--- Supplied information Enclosed Below ---
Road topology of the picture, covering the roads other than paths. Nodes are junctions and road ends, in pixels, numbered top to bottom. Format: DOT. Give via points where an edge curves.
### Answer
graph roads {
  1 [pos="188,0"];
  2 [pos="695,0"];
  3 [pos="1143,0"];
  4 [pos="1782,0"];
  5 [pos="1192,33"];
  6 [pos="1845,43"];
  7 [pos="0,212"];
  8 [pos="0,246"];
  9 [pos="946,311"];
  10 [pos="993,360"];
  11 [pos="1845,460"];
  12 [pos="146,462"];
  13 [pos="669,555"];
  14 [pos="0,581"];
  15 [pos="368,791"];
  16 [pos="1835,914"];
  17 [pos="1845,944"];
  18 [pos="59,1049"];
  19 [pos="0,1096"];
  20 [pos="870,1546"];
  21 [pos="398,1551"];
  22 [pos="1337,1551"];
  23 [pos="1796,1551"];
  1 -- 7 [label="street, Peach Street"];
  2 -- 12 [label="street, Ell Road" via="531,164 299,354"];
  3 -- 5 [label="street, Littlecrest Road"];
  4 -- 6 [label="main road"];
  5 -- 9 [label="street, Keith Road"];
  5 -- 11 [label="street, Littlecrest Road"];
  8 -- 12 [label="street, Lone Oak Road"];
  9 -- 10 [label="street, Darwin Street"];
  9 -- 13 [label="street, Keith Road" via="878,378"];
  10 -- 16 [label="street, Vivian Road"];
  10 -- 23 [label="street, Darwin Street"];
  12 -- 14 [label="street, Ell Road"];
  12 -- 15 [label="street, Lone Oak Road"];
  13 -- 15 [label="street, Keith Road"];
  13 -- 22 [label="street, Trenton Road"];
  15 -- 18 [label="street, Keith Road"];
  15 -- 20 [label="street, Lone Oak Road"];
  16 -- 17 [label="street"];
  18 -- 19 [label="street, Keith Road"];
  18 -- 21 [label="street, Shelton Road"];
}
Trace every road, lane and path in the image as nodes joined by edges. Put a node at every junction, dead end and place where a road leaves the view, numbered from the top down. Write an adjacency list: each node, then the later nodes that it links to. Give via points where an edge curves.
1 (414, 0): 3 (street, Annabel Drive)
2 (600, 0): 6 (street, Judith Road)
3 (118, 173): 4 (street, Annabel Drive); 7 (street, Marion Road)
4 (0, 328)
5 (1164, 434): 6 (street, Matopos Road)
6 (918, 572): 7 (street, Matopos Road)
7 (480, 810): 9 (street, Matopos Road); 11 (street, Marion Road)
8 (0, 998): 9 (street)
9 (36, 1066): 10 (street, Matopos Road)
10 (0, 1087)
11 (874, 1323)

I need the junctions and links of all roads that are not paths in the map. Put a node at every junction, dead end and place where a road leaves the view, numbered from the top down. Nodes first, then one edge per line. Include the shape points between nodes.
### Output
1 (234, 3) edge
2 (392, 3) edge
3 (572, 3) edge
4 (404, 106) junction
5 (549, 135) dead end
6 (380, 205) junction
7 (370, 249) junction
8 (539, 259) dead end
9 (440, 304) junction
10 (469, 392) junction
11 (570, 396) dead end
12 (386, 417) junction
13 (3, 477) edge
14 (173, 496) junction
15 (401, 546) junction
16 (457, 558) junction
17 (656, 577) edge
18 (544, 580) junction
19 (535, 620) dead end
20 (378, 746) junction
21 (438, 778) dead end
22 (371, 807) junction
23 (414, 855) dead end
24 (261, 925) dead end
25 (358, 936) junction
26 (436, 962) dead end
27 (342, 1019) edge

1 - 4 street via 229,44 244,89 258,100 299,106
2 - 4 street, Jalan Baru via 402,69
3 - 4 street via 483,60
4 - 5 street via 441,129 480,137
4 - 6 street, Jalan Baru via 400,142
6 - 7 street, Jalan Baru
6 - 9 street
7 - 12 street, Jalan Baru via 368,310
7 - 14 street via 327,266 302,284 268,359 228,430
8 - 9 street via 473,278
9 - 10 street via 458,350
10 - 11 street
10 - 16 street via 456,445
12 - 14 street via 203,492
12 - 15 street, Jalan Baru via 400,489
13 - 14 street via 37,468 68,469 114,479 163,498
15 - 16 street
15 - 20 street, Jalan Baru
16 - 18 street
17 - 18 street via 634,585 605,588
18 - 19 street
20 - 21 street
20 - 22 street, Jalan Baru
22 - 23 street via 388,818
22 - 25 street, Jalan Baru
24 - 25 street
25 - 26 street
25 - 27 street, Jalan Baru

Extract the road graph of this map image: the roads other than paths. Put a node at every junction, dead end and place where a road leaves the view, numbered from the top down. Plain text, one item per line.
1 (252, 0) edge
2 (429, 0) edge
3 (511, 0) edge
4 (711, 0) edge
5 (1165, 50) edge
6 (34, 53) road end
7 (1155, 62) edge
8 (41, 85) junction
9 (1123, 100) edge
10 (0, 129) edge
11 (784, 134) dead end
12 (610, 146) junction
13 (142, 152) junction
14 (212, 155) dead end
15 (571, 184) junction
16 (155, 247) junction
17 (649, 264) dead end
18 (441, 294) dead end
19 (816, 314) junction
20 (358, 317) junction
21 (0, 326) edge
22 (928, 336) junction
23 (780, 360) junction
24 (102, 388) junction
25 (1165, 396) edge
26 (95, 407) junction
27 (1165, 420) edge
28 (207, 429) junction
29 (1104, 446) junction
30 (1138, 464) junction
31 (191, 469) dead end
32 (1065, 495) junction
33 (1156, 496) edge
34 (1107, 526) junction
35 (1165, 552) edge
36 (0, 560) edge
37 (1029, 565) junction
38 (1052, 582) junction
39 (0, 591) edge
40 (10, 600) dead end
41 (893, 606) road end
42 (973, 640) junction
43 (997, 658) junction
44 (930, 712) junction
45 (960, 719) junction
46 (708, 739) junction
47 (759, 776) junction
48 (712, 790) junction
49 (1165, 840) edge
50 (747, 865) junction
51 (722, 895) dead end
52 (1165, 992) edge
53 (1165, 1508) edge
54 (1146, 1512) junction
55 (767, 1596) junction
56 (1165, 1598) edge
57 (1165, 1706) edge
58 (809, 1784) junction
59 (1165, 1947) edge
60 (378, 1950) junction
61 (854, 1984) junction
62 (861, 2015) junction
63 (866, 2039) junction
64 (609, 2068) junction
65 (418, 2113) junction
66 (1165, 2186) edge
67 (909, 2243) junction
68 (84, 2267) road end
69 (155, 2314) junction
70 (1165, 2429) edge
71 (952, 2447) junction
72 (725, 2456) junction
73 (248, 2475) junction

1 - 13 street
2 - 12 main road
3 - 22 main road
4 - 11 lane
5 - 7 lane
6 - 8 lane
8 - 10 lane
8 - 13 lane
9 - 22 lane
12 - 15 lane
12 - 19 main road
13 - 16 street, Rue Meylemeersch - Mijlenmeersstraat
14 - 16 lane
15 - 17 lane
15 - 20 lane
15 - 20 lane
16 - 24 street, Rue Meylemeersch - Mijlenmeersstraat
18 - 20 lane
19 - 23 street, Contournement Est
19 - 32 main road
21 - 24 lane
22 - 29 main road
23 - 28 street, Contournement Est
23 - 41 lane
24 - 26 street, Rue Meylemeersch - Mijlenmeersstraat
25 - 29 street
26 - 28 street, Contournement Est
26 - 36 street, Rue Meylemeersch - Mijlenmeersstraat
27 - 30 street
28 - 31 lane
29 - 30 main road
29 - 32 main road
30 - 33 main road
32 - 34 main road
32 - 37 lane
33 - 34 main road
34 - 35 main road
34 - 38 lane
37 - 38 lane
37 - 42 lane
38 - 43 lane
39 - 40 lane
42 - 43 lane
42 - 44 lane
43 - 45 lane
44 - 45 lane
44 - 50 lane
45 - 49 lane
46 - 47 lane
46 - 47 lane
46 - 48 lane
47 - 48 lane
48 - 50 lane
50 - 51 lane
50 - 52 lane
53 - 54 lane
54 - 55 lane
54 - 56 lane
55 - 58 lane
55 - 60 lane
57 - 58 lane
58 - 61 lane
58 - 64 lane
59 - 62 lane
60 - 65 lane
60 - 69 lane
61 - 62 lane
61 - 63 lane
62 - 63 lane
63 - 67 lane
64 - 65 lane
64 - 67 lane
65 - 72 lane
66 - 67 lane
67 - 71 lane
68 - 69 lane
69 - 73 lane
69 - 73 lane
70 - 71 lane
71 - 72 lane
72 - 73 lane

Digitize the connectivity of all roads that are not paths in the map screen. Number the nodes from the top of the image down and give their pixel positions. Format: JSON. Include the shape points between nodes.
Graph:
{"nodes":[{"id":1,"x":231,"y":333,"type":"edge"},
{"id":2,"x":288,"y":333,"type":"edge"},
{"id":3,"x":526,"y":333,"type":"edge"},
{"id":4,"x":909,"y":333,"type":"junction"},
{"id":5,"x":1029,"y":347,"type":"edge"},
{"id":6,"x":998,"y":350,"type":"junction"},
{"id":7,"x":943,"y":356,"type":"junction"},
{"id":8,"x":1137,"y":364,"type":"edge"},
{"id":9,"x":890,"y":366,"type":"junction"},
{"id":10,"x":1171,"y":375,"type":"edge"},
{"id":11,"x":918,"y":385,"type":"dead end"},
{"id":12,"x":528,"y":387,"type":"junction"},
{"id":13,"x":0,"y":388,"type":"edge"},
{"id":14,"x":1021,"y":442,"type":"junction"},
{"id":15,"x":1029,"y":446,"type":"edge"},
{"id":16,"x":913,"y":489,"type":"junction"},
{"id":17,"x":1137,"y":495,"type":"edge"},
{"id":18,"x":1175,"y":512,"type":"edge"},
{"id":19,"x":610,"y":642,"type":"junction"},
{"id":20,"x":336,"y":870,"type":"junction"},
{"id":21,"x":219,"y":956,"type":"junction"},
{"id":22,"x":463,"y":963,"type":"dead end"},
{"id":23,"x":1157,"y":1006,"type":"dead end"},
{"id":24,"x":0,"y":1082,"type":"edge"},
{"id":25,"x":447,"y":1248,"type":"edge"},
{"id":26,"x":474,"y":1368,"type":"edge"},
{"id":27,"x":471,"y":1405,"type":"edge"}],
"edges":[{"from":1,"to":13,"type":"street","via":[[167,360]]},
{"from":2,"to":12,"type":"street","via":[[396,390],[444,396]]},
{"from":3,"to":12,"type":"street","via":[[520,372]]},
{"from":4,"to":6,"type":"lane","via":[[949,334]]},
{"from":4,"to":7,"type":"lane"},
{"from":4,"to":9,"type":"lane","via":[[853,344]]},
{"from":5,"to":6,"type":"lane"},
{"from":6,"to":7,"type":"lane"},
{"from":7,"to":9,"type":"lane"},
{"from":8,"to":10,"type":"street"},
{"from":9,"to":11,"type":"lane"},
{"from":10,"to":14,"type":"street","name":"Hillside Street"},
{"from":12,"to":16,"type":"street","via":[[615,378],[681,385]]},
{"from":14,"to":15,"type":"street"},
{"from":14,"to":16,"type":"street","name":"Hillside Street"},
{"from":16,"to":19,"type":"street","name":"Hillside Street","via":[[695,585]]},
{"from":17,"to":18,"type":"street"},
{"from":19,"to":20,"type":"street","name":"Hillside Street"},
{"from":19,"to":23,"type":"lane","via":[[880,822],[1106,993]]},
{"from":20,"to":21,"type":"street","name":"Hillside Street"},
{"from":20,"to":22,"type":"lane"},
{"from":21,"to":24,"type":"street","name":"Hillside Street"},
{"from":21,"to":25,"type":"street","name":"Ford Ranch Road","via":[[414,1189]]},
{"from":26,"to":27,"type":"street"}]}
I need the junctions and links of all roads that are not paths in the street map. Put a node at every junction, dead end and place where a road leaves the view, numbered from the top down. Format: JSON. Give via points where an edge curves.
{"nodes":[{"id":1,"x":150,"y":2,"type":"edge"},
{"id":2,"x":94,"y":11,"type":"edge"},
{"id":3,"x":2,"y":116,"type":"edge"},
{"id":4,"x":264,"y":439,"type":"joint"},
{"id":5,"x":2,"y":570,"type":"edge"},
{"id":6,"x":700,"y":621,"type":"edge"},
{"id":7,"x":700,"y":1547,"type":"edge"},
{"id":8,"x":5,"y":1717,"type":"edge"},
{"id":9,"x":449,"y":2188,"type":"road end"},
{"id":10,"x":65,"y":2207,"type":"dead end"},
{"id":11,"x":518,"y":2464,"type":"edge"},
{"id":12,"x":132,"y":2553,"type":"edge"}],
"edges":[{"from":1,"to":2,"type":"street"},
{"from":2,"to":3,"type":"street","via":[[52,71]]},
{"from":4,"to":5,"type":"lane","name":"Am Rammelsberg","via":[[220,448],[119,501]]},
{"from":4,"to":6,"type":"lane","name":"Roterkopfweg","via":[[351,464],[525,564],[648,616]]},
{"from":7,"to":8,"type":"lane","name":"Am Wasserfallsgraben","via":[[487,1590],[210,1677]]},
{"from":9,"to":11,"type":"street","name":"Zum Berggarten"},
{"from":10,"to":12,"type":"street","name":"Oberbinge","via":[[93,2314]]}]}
--- End of Enclosed Supplied information ---
## Goal of the exercise
Across the data, how many lines contain the string "every"? Only the number is wanted.

## Answer to this problem
4